Google Desktop On The Cheap Part One: Nope, That Doesn't Work

Google Desktop On The Cheap Part One: Nope, That Doesn't Work

  • Comments 11

So, how many files are we talking about here? 

  • I've got over thirty thousand source code files containing over seven million unique words. There are pretty much two kinds of words -- words that occur in one, two, a dozen files, and words that occur in almost every file. ("Microsoft", "next", etc.)
  • An index consists of a searchable list of words. Each word is mapped to its postings list -- the list of all the documents in which the word is found. (A postings list could also contain information about where in the document the word is found, but in general, these documents are so short that it doesn't really matter. If we need to know precisely where the word is, it's fast enough to just search that document again from scratch. We want to make finding the document in the first place cheaper.)
  • Building the index can take some time -- it can take hours, certainly. Days, no.

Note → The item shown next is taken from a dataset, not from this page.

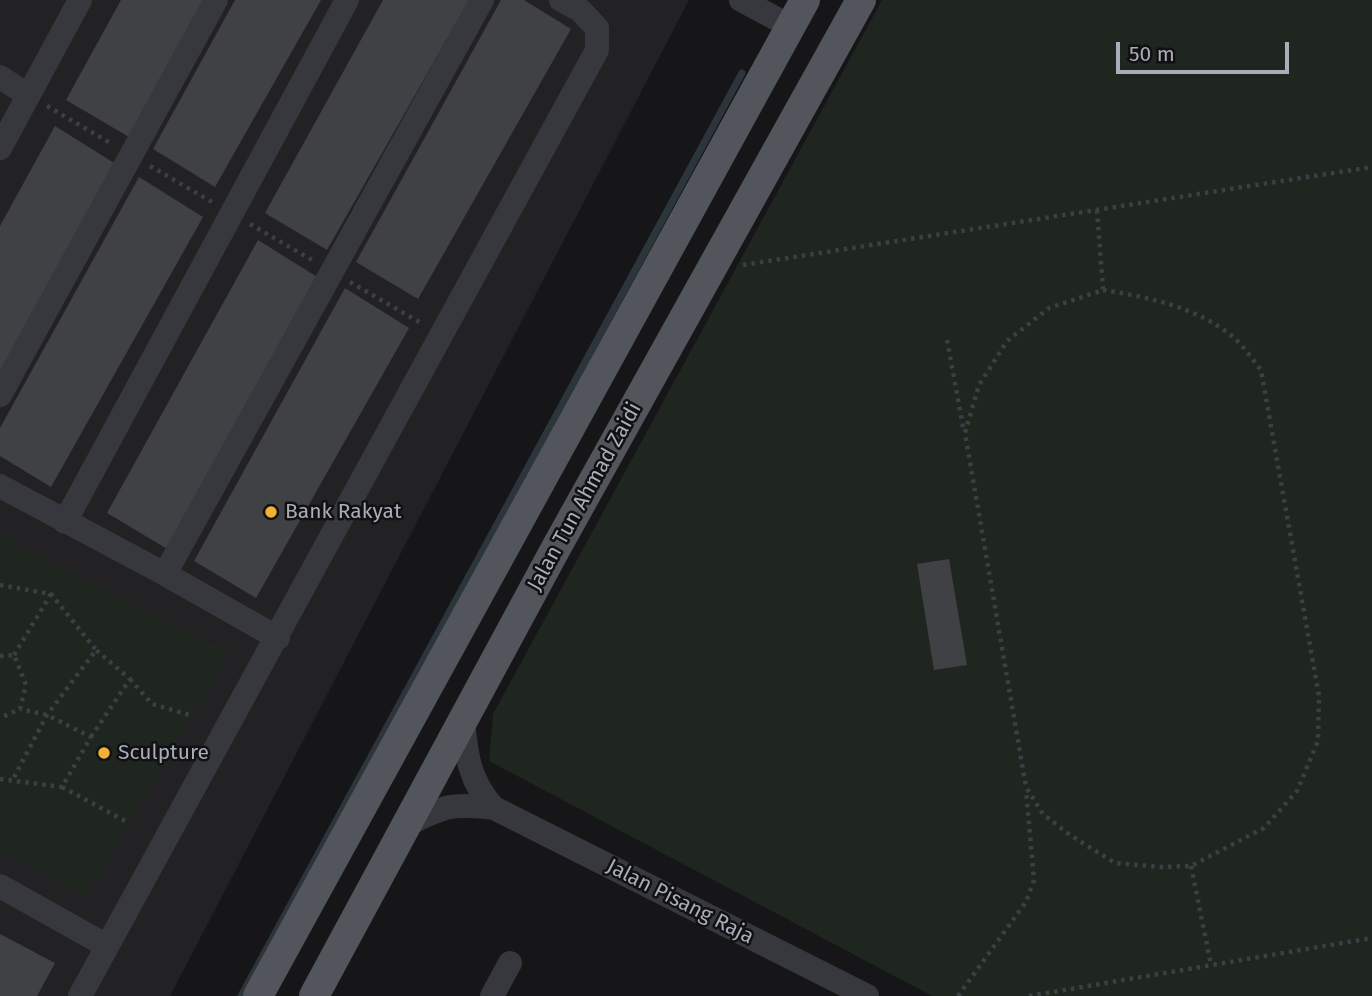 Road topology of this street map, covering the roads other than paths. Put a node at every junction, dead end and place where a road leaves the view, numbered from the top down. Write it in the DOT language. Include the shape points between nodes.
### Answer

Like I mentioned last time, it's that last step that's a doozy. Building the index efficiently is going to be the hard problem here.

Here's an idea that doesn't work -- but why it doesn't work is important.

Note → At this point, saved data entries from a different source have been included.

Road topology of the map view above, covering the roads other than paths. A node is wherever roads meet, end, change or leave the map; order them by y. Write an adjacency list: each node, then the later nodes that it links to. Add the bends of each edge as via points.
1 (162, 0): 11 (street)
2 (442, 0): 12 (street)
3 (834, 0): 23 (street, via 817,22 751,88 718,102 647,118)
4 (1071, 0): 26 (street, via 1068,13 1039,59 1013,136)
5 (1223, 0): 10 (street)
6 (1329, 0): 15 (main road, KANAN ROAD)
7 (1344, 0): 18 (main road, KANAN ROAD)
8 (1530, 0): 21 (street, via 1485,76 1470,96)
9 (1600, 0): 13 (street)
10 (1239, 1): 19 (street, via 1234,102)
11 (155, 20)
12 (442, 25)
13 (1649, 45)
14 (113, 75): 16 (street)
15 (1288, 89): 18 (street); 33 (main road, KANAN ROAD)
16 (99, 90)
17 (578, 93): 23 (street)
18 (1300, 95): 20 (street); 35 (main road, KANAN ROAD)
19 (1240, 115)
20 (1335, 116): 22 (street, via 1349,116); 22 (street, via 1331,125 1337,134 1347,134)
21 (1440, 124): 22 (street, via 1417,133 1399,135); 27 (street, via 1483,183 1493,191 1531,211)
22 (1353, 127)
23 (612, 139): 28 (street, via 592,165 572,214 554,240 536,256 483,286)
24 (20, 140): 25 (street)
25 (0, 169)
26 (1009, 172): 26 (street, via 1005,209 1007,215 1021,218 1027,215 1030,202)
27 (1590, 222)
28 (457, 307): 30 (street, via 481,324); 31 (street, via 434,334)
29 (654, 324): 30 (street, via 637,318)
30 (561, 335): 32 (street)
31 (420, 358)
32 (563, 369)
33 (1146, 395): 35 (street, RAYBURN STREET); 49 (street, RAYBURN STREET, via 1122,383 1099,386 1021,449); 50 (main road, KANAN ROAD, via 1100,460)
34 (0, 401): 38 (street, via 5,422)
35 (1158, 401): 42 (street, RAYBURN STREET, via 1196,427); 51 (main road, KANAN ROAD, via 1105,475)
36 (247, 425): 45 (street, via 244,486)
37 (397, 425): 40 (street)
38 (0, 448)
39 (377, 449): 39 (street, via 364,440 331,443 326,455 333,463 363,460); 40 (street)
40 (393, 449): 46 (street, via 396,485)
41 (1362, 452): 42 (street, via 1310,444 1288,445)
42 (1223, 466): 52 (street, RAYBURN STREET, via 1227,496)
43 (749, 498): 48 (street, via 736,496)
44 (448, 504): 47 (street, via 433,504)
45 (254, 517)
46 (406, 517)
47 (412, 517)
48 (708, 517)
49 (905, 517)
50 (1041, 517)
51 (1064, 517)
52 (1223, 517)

As you know from my previous article on counting unique words in a document, I like making clever use of hash tables. Hash tables are (in theory…) O(1) for each insert, so building a hash table mapping n words to their posting lists should be O(n). Searching a hash table is also O(1), so we're all set, right?

Of course, the combination of having a working set that might exceed the virtual memory space, plus keeping all that stuff in memory in script is going to tax the garbage collector, which was not designed for such tasks. Hmm.

We could keep the hash table buckets on disk, and just read in the bucket as we needed it. Imagine if we had, say, 1024 files each containing roughly 7000 words and their posting lists. The files could be named x000, x001, … x400. All the words in, say, x001, are those words which when hashed to a ten-bit hash, give 001. We could then easily sort each index file alphabetically to make searching within it faster. 

The search algorithm pseudocode looks something like this:

hash the target word
load the sorted index file for that hash into memory
binary-search the sorted index file for the target word
if found, display its posting list

Hashing is fast, and let's assume that the index files are small enough that loading them into an array in memory is also fast. Binary searching the 7000 = n / 1024 items in the list takes about 13 comparisons, and we're done. This is pretty darn quick -- one hash, one file load, a dozen string comparisons. 

How do we get here though? The index building algorithm goes like this pseudocode:

for each file
      extract the word list for this file
      for each word in the word list
            hash the word
            add the word and the file name to the appropriate index file 
      next
next
for each index file
      sort index file alphabetically
next

(There are more optimizations we could perform, like how to efficiently compress the posting list, but we'll come back to that later.)

What's the order of this thing? Let's assume for the moment that the cost of opening the source file and extracting a list of words from it is "cheap". (We'll also return to this handwave in a later entry!) We have in total n words in all source files. Hashing and adding each word to the end of its index file is O(1) per word, so that's O(n) altogether for the first loop.

Sorting the hash files using a comparison sort comes down to O(n log n) if you work out the math. (We pick up some advantage from having to only sort 1024 small chunks of the table at a time rather than the whole table, but there's no asymptotic advantage.) Clearly that dominates the linear first loop.

It seems from our analysis so far that, unsurprisingly, the sorting is the expensive part, not the hashing.

We could eliminate that.  What if we went to a 20 bit hash, a million index files, and a linear search?  Then the cost of building the index is still O(n), and the sorting cost goes away, and the search gets cheaper.  Of course, then we're slamming the file system with a million tiny files, but that's another story. Let's say that there are b index buckets.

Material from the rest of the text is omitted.